> _Work item_
May I have the lines from the one containing "ring dip: (663, 497)" to the end of the entries, returned exactly and with nothing else?

> _Provided information_
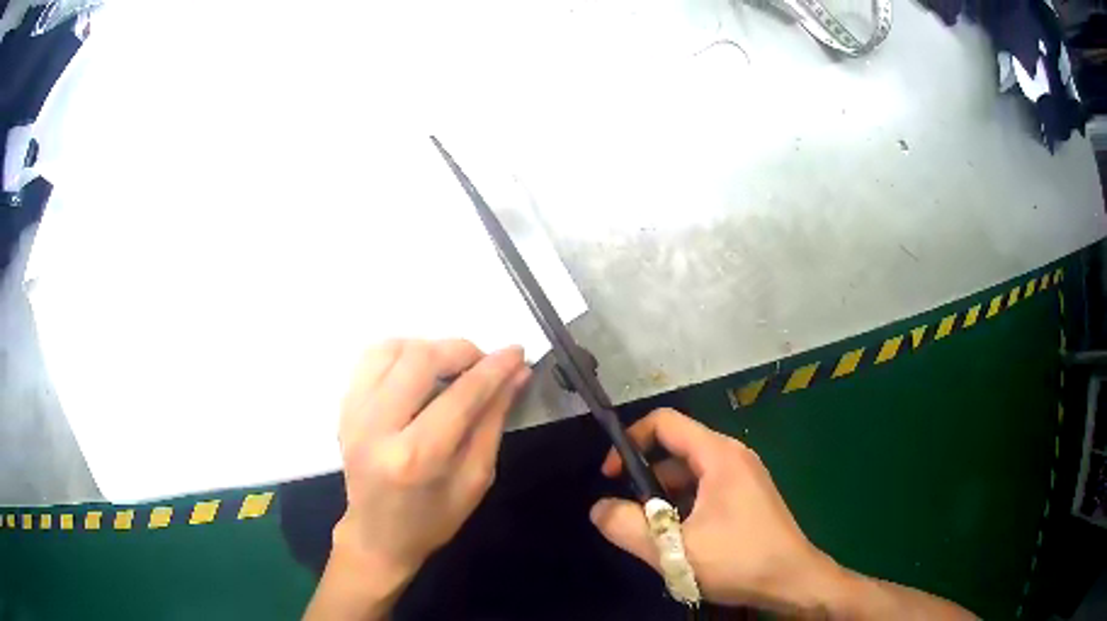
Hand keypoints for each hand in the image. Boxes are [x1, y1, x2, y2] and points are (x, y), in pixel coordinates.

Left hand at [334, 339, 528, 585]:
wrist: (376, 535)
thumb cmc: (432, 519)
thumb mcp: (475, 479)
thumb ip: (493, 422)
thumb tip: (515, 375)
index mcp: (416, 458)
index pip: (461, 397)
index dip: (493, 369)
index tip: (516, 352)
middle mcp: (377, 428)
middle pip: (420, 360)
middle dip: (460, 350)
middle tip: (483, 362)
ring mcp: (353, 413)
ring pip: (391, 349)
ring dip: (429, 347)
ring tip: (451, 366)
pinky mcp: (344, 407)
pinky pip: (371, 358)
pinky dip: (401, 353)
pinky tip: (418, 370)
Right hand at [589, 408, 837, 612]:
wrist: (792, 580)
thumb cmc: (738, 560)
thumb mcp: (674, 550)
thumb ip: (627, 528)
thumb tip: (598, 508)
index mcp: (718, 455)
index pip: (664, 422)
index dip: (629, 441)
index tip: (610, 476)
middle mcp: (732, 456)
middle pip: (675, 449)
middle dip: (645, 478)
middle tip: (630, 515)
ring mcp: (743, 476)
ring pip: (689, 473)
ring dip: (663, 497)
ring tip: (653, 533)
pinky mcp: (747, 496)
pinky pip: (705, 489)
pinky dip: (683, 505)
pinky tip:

> _Response area_
ring dip: (663, 497)
ring tip: (653, 533)
pinky mcp: (747, 496)
pinky pip: (705, 489)
pinky dip: (683, 505)
pinky tip:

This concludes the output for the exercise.